Dissenting Opinion
DeBruler, J.The statements, which are unfortunately elevated by the majority to the status of substantive evidence, were made by persons who observed the commission of the alleged offense for which appellant was successfully prosecuted. The statements were given to the police after the alleged crime and prior to trial. Neither was given under oath. The statements fully covered the witnesses’ recollection of the entire episode. Both witnesses testified on behalf of the State at the trial. The clear message of Indiana case law is that such statements are hearsay and must be excluded upon proper objection, unless a foundation is laid which establishes that such statements are admissible under an exception to the hearsay rule. Levi v. State, (1914) 182 Ind. 188, 104 N.E. 765; Wabash R. Co. v. Miller, (1901) 158 Ind. 174, 61 N.E. 1005. These statements do not fall within one of the exceptions to the hearsay rule. Such statements may be used as prior inconsistent statements for the purposes of impeachment, or they may be used to refresh the recollection of the forgetful or recalcitrant witness; and in either such event a cautionary instruction must be given in the final instructions. Rogers, Reed v. State, (1974) 262 Ind. 315, 315 N.E.2d 707. The statements of the witnesses in this case were in fact used for impeachment and to refresh recollection, and the failure of the court to instruct the jury as to the limited purpose of the *65statements was clear error. U.S. v. Lipscomb, 425 F. 2d 266 (6th Cir. 1970) ; Rogers, Reed v. State, supra, (DeBruler, J., dissenting).
The formulation of the “hearsay rule” quoted in Harvey v. State, (1971) 256 Ind. 473, 269 N.E.2d 759, is very useful and deserves to be repeated and continued in service. This definition is a good starting point in determining whether proffered evidence is hearsay, as it identifies the major factors which render such matter unreliable and objectionable. However, it should not be applied strictly and literally as has been done in the majority opinion.
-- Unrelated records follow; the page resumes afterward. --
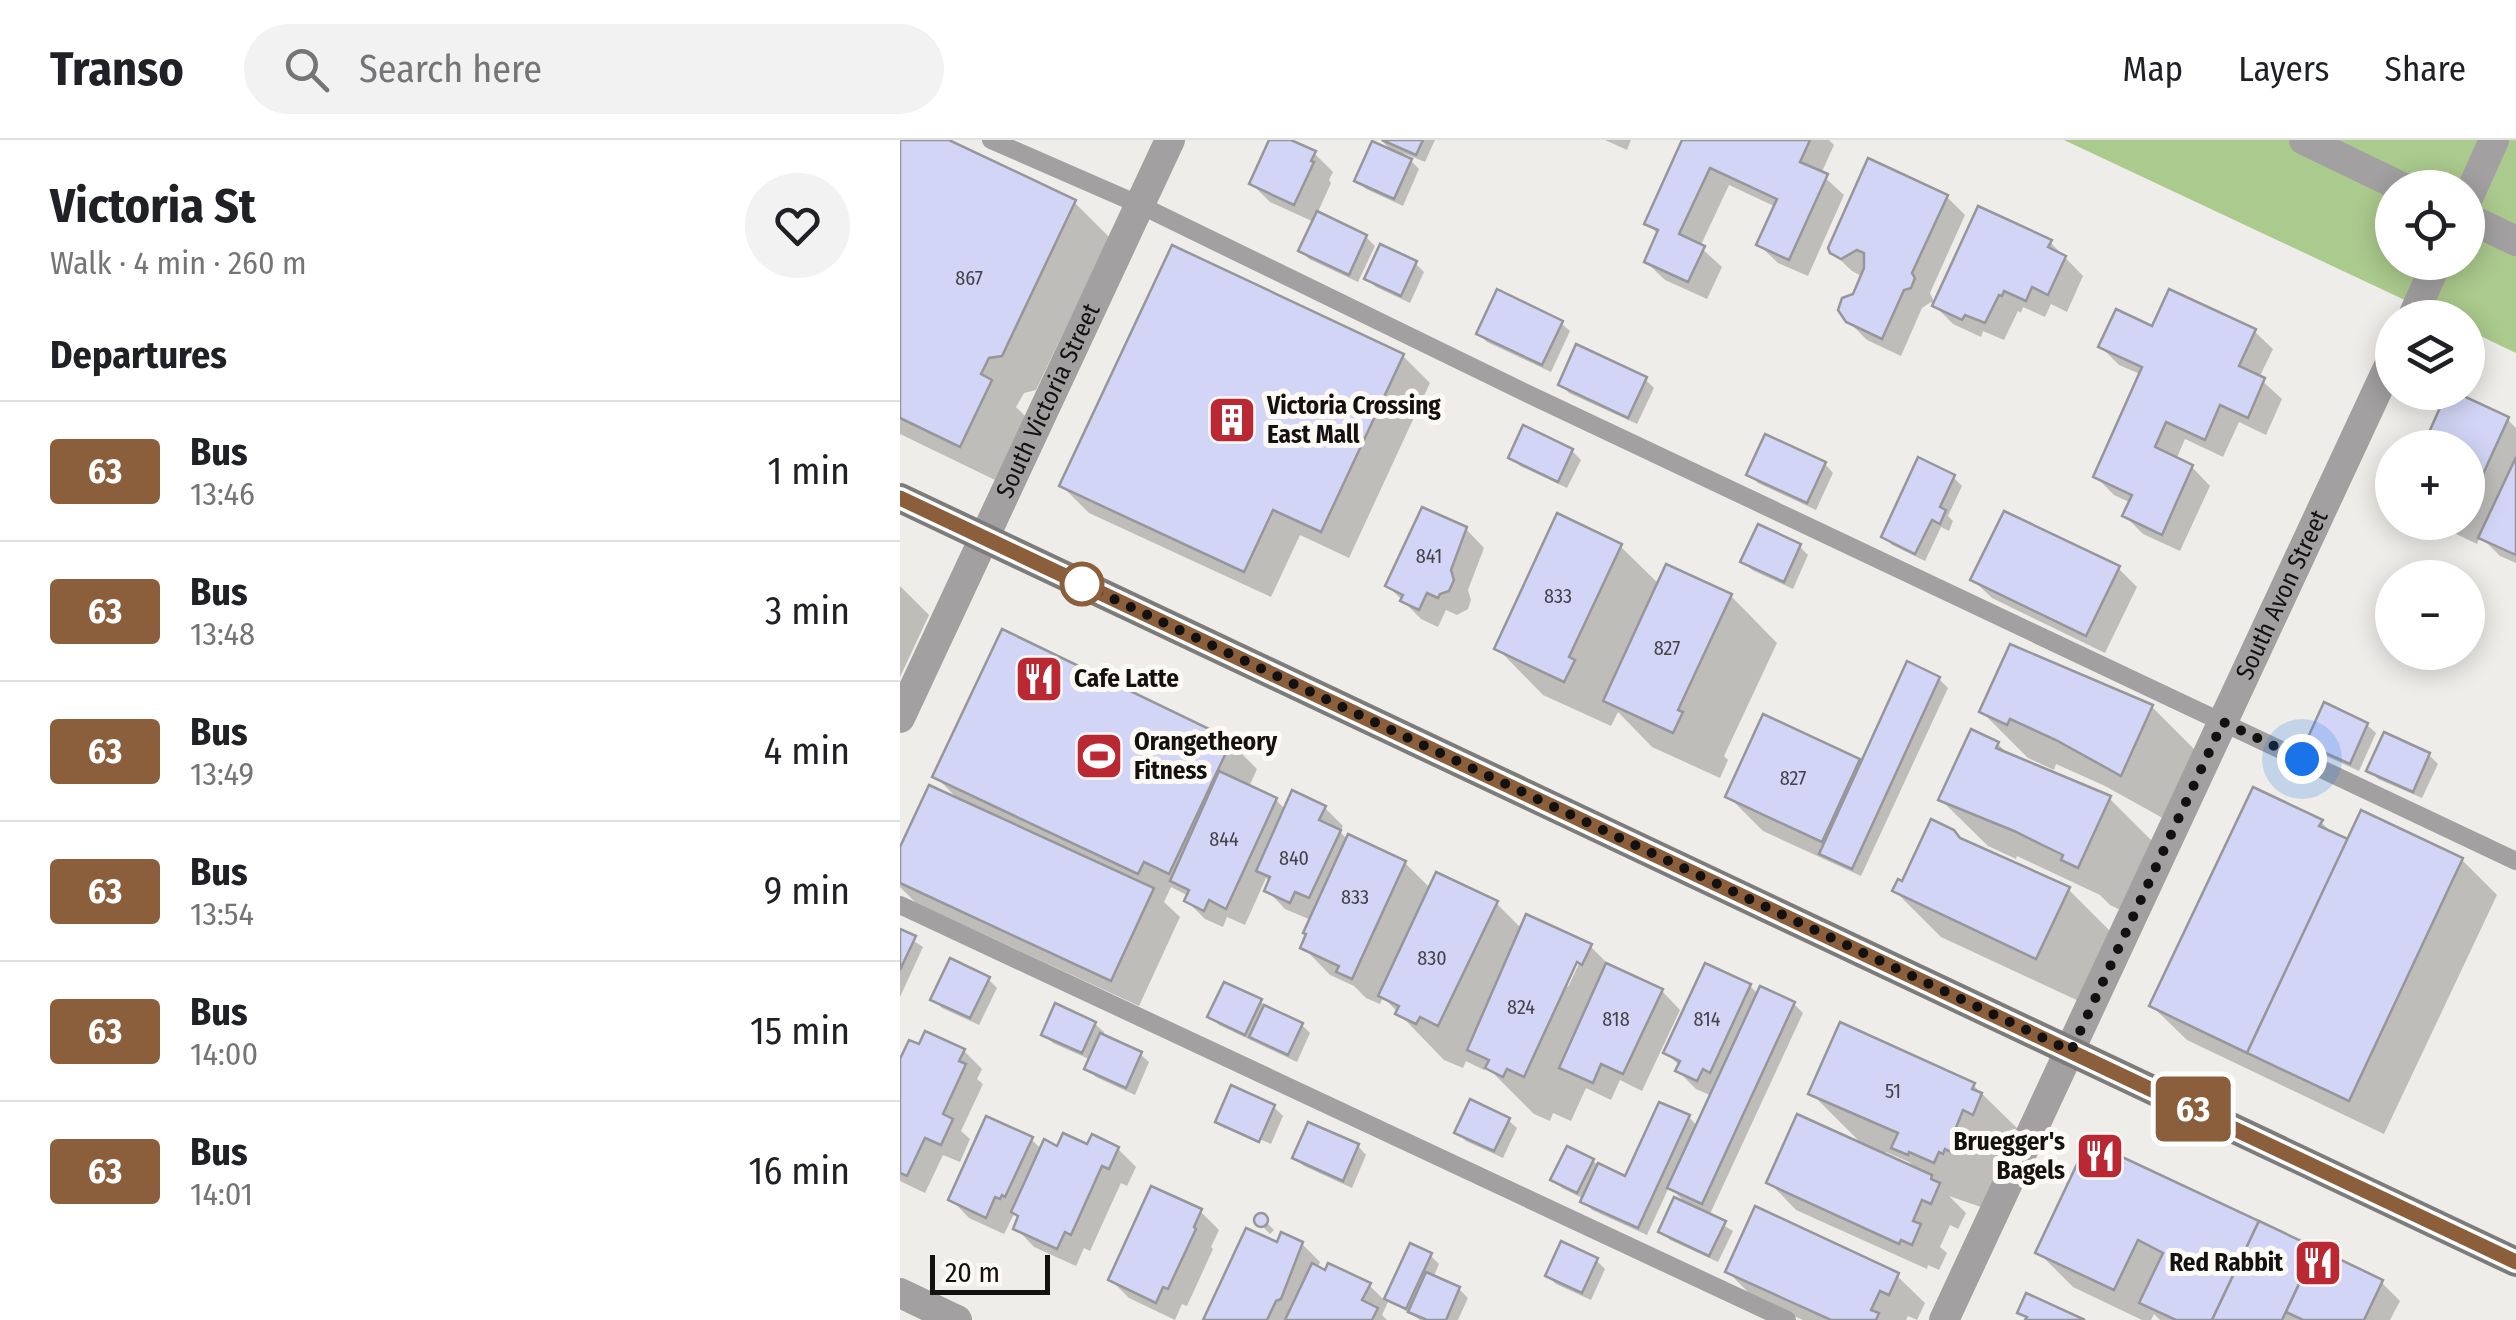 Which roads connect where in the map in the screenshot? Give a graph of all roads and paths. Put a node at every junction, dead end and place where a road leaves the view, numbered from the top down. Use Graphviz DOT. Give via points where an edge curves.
graph roads {
  1 [pos="991,140"];
  2 [pos="1170,140"];
  3 [pos="2304,140"];
  4 [pos="2494,140"];
  5 [pos="2481,170"];
  6 [pos="2375,174"];
  7 [pos="1140,204"];
  8 [pos="2485,226"];
  9 [pos="2516,240"];
  10 [pos="2375,396"];
  11 [pos="900,498"];
  12 [pos="985,538"];
  13 [pos="900,718"];
  14 [pos="2223,722"];
  15 [pos="2516,861"];
  16 [pos="900,905"];
  17 [pos="2071,1051"];
  18 [pos="2516,1262"];
  19 [pos="900,1293"];
  20 [pos="957,1320"];
  21 [pos="1787,1320"];
  22 [pos="1944,1320"];
  1 -- 7 [label="lane"];
  2 -- 7 [label="street, South Victoria Street"];
  3 -- 6 [label="street"];
  4 -- 5 [label="street"];
  7 -- 12 [label="street, South Victoria Street"];
  7 -- 14 [label="lane"];
  8 -- 9 [label="street"];
  10 -- 14 [label="street, South Avon Street"];
  11 -- 12 [label="main road"];
  12 -- 13 [label="street, South Victoria Street"];
  12 -- 17 [label="main road"];
  14 -- 15 [label="lane"];
  14 -- 17 [label="street, South Avon Street"];
  16 -- 21 [label="lane"];
  17 -- 18 [label="main road"];
  17 -- 22 [label="street, South Avon Street"];
  19 -- 20 [label="street"];
}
Surely “cross-examination” as used in the formulation should be interpreted as meaningful cross-examination, full and classic examination. After all, in a criminal prosecution, the right of confrontation and cross-examination is an assurance that the defendant will not be convicted on the basis of false or exaggerated testimony. Under the principle created by the majority, the cross-examination will come long after the witness gave the statement in some police station as part of the police investigation and by necessity will focus on the recollection of the witness of the circumstances in which the statement was made rather than upon the recollection of the witness of the events described in the statement. Cross-examination fulfills its function when the cross-examiner can probe the witness’ present recollection of the relevant events, and it is severely limited in usefulness if the cross-examiner must zero in on the circumstances surrounding some former statement.
Here I would hold that the former statements of these witnesses were hearsay even though the witnesses were physically present in the courtroom and subject to cross-examination.1
Note. — Reported at 324 N.E.2d 483.
. A helpful discussion of the problems surrounding the use of former statements of witnesses as substantive evidence is contained in 3 Ind. Legal Forum 309 (No, 2, Spring 1970), Beaver & Biggs, Attending Witnesses’ Prior Declarations as Evidence: Theory vs. Reality.